Exercise brief:
The word "junction" marks the lines to keep; find each one in the data and copy it.

── Recorded data ──

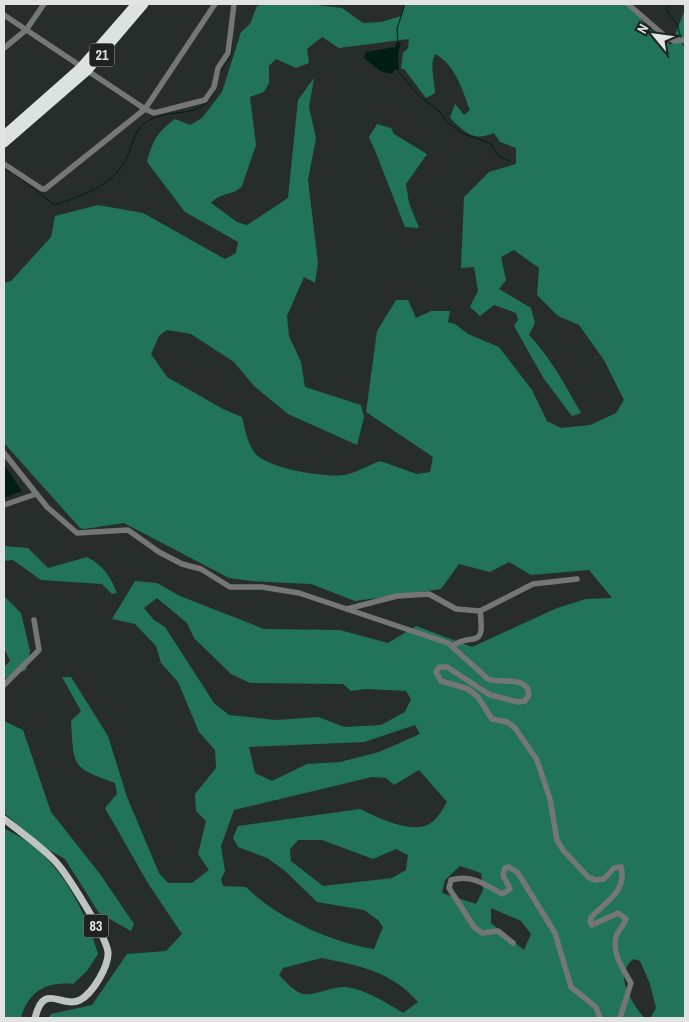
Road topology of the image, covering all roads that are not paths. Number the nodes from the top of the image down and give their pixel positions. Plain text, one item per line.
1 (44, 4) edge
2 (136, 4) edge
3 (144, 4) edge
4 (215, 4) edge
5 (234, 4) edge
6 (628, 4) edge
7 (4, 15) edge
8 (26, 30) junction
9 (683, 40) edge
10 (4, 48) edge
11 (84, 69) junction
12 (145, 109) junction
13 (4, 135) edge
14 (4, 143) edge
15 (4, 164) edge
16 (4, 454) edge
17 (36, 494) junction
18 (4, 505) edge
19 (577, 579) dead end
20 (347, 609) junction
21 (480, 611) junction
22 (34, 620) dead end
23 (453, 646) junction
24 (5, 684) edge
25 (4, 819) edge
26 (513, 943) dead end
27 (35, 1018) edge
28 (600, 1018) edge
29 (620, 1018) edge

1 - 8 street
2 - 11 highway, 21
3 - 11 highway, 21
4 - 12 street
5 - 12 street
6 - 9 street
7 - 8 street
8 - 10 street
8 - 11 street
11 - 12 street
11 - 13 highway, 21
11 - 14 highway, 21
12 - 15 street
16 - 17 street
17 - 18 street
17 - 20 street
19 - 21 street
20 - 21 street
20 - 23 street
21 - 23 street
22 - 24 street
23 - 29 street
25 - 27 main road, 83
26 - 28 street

───

Result of this task:
8 (26, 30) junction
11 (84, 69) junction
12 (145, 109) junction
17 (36, 494) junction
20 (347, 609) junction
21 (480, 611) junction
23 (453, 646) junction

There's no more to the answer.